The figures, by the way, I would like someone to identify if someone can.  I'm told they are the old Minifigs 'S' Range Crimean War, or maybe recastings.  I would like to add a few to these to 'round off' the rather awkward numbers.  

And then there were these that follow:

These were built as light, rustic bridges, capable of carrying small vehicles up to light armour, say.  Being too short convincingly to span my wide river sections, over the last two or three evenings, I placed them on bases with blue cellophane river sections 'flowing' underneath. They seem to have come out well in these pictures. The top one features, without a base, in the recent Zugdidi battle.  



This last one (below) I made a couple of nights ago, starting with an corrugated cardboard piece that became the foundation for the central section. The construction was match stick - the type you buy without match heads for this type of project.
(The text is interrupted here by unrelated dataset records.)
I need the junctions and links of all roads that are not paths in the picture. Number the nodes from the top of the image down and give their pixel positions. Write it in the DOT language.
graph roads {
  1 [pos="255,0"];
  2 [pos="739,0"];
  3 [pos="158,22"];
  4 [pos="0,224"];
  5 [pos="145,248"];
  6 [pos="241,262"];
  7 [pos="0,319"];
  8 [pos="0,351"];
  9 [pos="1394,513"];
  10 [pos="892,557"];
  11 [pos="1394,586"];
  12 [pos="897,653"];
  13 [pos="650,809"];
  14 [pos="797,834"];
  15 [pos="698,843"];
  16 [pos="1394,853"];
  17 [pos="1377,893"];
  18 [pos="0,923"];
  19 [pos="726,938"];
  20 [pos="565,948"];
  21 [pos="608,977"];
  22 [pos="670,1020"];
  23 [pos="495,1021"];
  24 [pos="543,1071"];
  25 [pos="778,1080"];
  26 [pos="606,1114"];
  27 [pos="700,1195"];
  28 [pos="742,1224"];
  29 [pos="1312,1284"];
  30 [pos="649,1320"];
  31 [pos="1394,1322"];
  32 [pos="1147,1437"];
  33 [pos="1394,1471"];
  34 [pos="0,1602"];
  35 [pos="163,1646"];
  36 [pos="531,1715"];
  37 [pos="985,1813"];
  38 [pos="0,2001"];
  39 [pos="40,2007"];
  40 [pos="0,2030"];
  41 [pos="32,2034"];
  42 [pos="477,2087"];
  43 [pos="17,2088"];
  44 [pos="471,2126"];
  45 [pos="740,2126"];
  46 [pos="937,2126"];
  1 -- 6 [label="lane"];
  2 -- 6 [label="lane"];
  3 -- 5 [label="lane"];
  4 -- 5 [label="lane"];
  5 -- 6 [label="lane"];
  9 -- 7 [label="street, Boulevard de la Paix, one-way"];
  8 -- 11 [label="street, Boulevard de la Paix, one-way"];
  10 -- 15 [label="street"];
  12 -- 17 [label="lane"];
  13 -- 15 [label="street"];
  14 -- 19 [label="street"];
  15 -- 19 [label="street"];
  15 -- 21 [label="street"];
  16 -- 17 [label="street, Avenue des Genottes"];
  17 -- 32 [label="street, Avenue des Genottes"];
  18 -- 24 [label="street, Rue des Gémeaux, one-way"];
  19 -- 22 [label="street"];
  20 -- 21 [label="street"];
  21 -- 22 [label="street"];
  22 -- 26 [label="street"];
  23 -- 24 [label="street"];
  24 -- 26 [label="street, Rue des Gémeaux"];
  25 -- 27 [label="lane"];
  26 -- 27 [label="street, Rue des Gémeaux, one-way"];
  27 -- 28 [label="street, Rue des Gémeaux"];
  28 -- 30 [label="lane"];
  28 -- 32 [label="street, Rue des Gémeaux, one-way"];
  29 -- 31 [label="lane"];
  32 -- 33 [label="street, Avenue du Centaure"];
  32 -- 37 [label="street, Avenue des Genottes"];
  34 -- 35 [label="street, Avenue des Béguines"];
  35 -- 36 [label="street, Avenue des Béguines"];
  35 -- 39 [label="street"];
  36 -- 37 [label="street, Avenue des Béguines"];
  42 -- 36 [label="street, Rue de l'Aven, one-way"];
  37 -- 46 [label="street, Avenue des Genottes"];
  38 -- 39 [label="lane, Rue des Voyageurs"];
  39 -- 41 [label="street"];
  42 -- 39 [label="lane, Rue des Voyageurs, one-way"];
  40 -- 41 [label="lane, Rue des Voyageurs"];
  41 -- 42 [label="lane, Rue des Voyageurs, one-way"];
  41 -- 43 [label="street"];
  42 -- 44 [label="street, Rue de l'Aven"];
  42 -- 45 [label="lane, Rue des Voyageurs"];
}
It could just about stand for a military bridge, with or without the addition of pontoons.  

I think I'll label all future such side-projects under the label 'Doodles'...

Monday, August 19, 2019

Terrain Generation...

I was very interested to read Bob Cordery's 'Terrain Generation' method, and wondered how adaptable it would be to my own 10x10 square grid.  The thought occurred to me that if I were to ignore the outer square of ... erm ... squares, the thing would work quite nicely.

So I gave it a crack - a stream and a road passing through undulating cultivated country.  Here is the result:


Terrain generation, using the method for an 8x8 square grid
ignoring the outermost squares on this 10x10 grid except
for roads and rivers, and - potentially - railways.
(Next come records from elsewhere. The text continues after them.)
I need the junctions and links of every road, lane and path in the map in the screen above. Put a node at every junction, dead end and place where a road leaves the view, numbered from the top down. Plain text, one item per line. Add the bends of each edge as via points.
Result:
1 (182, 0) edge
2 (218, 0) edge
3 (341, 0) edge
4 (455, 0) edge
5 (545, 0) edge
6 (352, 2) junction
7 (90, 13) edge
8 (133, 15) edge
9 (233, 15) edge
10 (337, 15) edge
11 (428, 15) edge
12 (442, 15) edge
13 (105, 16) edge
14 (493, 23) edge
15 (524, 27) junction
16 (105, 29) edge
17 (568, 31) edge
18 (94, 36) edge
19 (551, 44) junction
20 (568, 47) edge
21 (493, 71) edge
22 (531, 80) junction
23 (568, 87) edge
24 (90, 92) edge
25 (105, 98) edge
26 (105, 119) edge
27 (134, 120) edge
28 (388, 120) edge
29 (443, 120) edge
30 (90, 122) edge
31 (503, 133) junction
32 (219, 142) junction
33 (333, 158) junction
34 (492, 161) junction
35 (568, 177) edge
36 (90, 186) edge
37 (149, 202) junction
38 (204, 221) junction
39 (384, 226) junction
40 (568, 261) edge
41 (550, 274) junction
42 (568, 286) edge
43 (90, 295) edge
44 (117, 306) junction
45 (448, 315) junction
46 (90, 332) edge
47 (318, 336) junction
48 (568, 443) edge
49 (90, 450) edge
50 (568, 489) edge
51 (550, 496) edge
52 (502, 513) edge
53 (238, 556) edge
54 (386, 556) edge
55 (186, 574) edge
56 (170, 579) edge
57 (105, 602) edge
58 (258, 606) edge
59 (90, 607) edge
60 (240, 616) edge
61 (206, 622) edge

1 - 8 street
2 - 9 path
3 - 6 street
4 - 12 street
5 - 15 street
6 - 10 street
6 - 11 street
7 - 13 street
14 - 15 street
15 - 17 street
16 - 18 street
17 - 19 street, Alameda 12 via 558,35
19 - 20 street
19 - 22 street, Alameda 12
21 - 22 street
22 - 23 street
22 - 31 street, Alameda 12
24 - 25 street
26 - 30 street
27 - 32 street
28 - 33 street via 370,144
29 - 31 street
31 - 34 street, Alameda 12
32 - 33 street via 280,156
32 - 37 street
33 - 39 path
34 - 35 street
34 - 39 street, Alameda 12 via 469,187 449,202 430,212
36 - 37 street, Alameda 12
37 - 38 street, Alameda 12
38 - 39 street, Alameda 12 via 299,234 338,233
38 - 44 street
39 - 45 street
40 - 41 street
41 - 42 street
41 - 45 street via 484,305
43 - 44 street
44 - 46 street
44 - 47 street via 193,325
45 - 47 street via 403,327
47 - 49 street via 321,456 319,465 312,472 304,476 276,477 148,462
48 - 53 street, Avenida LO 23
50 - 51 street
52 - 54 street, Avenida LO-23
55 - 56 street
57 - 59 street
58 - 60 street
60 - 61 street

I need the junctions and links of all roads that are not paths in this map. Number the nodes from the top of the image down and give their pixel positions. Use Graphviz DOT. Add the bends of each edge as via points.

Well:  a bit sparse, but that can be remedied.  That green shape is not part of Bob's scheme, but it occurred to me that one might add things like orchards, ponds/meres, swamps and enclosed fields.  Requiring a 5 or 6 each for an orchard, pond or swamp, none appeared on this map.  Allowing a 4, 5 or 6 for an enclosed field area, and using the system of location placed it where the green dot appears on the grid.  Rolling a '5' for size yielded a 3-square area.  I arranged it arbitrarily as shown on the map.
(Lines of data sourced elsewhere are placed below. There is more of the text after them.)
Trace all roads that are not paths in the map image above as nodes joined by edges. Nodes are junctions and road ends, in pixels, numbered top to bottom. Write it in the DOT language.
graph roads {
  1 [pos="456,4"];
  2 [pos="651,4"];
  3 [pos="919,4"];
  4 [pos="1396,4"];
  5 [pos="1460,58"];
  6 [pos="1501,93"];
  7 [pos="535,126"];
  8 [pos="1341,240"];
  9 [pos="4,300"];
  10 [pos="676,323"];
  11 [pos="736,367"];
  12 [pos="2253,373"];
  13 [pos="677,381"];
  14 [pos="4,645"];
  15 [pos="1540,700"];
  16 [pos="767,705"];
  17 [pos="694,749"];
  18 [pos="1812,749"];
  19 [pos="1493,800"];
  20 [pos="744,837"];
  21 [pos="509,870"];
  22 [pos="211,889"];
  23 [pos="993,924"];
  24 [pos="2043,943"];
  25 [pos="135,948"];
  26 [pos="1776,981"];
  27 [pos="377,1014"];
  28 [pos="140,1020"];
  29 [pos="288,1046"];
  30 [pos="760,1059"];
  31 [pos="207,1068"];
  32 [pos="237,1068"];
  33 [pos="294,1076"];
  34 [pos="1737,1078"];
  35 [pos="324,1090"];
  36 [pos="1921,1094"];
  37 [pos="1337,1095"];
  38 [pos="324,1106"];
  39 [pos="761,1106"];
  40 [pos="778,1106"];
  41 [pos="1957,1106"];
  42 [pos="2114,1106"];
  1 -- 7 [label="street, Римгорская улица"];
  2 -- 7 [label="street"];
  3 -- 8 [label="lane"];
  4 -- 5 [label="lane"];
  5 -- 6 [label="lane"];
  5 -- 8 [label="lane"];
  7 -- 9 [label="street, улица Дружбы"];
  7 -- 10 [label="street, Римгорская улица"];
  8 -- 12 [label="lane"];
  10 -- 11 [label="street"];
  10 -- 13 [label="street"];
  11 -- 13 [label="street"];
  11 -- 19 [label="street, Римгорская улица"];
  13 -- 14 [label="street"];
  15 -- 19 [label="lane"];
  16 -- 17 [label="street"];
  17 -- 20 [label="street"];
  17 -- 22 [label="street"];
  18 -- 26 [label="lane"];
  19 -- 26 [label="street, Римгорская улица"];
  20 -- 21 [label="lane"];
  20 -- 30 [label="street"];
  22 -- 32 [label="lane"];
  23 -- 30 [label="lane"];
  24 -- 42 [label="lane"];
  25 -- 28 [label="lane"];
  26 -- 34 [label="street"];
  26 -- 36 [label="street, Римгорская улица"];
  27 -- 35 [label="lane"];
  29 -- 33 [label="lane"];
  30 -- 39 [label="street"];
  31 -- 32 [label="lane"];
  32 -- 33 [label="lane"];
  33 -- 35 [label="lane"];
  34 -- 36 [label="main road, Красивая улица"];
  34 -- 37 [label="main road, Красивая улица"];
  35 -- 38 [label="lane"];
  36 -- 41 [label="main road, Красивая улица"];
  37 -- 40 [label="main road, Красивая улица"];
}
Pretty open terrain, possibly somewhere in the steppes of the Ukraine or the Donbas areas, in the locality of a State Farm.

Of course, I'm not going to let this map go to waste.  I'll just have to think of a battle to fight on it!

Sunday, September 2, 2018

Bits and Pieces

My last posting showed an interesting and useful pile of stuff sent to me by a fellow blogger from the Land of Oz (Mark, of One Sided Miniature Wargaming Discourse} .  Here is what I have done with them in the last week or so.  The T70 and the BA64 I touched up with a lighter green and some weathering, and added identifying numbers (usually, I paint them on, as here, rather than using transfers)
This picture compares the assembled 122mm howitzer with the semi-scratch-built I made some years ago,  This new addition doubled by 122mm howitzer inventory!
The Nebelwerfer came already assembled: you've seen it before.  The metal 7.5cm infantry gun, limber and RSO tractor I assembled, and I've given them a very basic paint job.  The tracks and washes and such have yet to be done.  The half tracks are still awaiting their weaponry. The background buildings I will touch on later in this posting.
Before I do, I should mention these items.  The civilian volkswagens were given me by a friend quite a while back.  I don't know whether these models were ever used as staff vehicles by the Wehrmacht, but painted with camo, they do look the part.  The white metal 15cm howitzers I bought at a bring-and-buy several years ago, but assembled only this last week.  The recoil slides are a bit munted, about which I couldn't do much, but I figure that if the thing looks like what it's meant to be then that is what it is.
...And these four items made up half my purchases from last Saturday's bring-and-buy at the Club: two Daimler scout cars, and two Bedford light trucks.  These are die cast models, something I didn't fully appreciate until I got them home (my eyesight really is becoming a problem...).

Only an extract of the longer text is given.